Kilah Prof Yudian bahwa anggota Paskibraka Putri yang berjilbab melepas hijab dengan suka rela, itu pun alasan yang lemah. Bahkan bila mengacu pernyataannya sendiri, yakni,”…adalah kesukarelaan mereka dalam rangka mematuhi peraturan yang ada,” boleh dibilang ada unsur—mungkin tak sepenuhnya tepat–contradictio in terminis alias mengandung kontradiksi internal. Pasalnya, dalam kalimat lanjutannya dikatakan, “Pada saat pendaftaran, setiap calon Paskibraka tahun 2024 mendaftar secara sukarela untuk mengikuti seleksi administrasi dengan menyampaikan surat pernyataan yang ditandatangani di atas materai Rp 10.00).”
Untuk para remaja seusia anggota-anggota Paskibraka itu, menjadi anggota Paskibraka adalah cita-cita tinggi dan mulia remaja usia mereka. Manakala mereka dihadapkan pada aturan—Surat Edaran Deputi Diklat Nomor 1 tahun 2024, yang terasa dipaksakan karena sebelumnya pun Paskobraka berjilbab sudah jadi realitas lumrah–, kita para orang tua ini sebenarnya tega memaksa mereka berhadapan dengan pilihan “buah simalakama”. Dengan angkuhnya, kita generasi tua, seolah bilang,”Kau boleh jadi anggota, tapi copot dulu jilbabmu!” Keangkuhan yang sejatinya terarah ke langit, karena aturan berjilbab pun turun dari Arasy.
Alhasil, sejatinya pernyataan Yudian bahwa “BPIP menghormati hak kebebasan penggunaan jilbab” juga omong kosong.
Yang ada, BPIP sesungguhnya sama sekali tak peduli dengan toleransi, bahkan lebih lanjut boleh dikatakan melakukan melakukan diskriminasi karena keyakinan agama. Kita tahu, UUD 1945 memberikan jaminan, perlindungan untuk memeluk agama dan beribadat menurut agama dan menyatakan pikiran dan sikap sesuai agama, sebagaimana Pasal 28E ayat (1) Jo Pasal 29 ayat (1) dan (2). Hak kebebasan beragama tergolong prinsip non-derogability yang harus kita hormati, yakni negara tidak boleh mengurangi kebebasan beragama atau berkeyakinan dalam keadaan apa pun. Prinsip non-derogability itu merujuk pada aturan dalam hukum internasional, yang menyatakan bahwa hak-hak tertentu tidak boleh dikurangi, dibatasi, atau diabaikan oleh negara dalam keadaan apa pun, termasuk dalam situasi darurat, perang, atau krisis nasional.

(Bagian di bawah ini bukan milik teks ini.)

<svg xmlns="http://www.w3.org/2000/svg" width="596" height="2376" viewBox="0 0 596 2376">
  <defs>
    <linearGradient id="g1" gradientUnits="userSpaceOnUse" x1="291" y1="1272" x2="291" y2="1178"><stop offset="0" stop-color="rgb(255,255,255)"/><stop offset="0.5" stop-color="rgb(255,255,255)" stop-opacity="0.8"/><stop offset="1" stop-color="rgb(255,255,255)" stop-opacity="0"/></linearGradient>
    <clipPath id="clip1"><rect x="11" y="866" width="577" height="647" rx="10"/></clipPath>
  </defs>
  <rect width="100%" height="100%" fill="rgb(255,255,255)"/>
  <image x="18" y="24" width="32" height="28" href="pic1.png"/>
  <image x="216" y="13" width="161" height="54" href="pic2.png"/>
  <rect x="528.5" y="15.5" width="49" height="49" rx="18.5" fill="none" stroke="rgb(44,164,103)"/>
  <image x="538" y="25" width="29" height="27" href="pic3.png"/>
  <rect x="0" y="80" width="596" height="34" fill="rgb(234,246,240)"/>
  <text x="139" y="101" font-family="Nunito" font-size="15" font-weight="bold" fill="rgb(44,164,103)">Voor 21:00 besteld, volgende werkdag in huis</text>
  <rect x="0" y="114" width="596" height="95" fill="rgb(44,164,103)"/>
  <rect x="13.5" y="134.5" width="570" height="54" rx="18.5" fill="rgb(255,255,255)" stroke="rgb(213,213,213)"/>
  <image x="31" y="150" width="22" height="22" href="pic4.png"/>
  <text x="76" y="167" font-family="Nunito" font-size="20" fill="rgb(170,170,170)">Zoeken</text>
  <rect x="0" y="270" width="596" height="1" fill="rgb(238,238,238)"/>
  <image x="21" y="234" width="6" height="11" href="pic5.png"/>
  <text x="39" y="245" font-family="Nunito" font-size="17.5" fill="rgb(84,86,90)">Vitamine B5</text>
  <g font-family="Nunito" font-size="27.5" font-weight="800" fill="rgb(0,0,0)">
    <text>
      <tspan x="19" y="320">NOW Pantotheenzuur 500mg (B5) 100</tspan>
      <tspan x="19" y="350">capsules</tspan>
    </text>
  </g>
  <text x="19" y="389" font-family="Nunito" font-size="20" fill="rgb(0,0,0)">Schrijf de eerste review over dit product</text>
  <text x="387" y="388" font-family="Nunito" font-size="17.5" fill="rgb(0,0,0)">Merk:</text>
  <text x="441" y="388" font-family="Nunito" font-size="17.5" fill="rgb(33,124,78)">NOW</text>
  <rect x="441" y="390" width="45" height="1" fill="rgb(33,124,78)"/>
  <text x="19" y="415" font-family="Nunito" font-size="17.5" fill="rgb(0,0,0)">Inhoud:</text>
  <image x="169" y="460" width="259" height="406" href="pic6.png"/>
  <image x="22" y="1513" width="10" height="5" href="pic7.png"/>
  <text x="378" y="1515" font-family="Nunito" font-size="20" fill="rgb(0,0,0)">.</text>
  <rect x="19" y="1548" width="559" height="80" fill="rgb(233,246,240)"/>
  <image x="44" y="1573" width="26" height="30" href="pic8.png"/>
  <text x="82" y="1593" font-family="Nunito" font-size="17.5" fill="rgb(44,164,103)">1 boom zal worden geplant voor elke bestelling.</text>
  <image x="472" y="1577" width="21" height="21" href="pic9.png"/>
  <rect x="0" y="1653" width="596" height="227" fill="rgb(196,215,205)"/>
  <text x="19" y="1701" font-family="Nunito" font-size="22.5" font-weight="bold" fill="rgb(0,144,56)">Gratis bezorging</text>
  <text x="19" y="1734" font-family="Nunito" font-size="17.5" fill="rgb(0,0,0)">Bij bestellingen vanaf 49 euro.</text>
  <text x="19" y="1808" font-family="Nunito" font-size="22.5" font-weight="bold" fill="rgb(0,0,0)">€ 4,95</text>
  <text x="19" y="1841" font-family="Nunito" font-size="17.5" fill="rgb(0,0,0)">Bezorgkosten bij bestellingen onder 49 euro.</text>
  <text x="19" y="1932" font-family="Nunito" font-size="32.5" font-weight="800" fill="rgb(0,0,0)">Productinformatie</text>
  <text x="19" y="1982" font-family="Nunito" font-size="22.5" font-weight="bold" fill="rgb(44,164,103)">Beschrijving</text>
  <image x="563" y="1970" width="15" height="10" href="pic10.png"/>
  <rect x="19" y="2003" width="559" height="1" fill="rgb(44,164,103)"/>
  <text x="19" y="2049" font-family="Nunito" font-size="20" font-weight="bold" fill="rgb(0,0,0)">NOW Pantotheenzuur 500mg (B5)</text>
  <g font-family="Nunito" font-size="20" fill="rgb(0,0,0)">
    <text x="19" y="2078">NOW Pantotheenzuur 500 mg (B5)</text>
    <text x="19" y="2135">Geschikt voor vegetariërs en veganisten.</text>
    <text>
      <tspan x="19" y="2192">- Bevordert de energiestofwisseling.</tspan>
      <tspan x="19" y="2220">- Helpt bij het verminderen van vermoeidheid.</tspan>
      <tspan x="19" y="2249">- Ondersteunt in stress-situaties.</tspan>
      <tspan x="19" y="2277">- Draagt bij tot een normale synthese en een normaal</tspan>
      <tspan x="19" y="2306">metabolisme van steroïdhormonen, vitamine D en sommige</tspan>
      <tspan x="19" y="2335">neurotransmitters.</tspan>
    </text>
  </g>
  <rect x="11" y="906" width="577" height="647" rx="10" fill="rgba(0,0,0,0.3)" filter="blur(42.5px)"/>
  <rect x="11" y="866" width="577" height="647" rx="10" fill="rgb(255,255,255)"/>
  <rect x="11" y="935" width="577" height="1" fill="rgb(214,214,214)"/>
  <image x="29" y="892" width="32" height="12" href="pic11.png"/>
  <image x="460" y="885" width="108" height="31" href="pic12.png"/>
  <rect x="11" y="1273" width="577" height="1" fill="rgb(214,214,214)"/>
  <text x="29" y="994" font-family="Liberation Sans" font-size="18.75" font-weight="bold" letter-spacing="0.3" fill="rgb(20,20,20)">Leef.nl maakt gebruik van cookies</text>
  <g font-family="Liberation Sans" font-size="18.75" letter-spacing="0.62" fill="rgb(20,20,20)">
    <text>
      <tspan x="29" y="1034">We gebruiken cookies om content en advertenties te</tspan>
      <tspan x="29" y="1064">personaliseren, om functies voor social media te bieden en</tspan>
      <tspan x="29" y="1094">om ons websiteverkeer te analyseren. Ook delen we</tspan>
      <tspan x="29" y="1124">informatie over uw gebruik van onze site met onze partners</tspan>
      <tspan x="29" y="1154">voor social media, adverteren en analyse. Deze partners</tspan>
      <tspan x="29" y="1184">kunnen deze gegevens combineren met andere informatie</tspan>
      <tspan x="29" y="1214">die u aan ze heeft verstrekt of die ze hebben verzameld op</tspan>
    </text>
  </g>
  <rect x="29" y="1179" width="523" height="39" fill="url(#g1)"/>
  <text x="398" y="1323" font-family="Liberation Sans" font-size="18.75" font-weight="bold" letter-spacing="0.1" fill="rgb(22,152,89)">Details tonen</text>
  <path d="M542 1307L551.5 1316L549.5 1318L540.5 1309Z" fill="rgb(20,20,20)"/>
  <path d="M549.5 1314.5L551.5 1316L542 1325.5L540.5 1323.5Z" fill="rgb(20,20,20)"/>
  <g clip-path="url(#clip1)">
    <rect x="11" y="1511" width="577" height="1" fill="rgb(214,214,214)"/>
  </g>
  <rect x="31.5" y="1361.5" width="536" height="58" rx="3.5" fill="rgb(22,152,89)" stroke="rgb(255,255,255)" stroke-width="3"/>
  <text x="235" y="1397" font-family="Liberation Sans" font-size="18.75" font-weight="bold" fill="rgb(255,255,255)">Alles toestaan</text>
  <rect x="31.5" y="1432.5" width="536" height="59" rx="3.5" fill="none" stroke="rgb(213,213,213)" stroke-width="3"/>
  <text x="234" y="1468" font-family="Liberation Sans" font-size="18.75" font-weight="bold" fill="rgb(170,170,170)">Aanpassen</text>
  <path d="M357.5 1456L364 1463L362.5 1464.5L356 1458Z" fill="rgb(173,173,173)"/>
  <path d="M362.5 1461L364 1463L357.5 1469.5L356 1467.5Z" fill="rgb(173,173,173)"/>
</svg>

Dalam hukum kita, hal itu termuat jelas dalam Pasal 4 UU 39/1999 Tentang HAM, bahwa hak beragama merupakan hak asasi manusia yang tidak dapat dikurangi dalam keadaan apa pun dan oleh siapa pun. Mengenakan jilbab tentu saja jelas termasuk dalam hal itu.
Menjaga marwah BPIP
Dengan pernyataan terakhirnya soal permohonan maaf itu, jelas BPIP bergeming—artinya kukuh, tak goyah– pada sikapnya. Pernyataan Kepala BPIP,”Paskibraka Putri hanya melepas hijab saat pengukuhan Paskibraka dan pengibaran Sang Merah Putih pada upacara kenegaraan” tegas mengandung arti bahwa pada Upacara 17 Agustus mendatang, ke-18 anggota Paskibraka Putri yang berjilbab itu tetap harus melepas kerudung mereka.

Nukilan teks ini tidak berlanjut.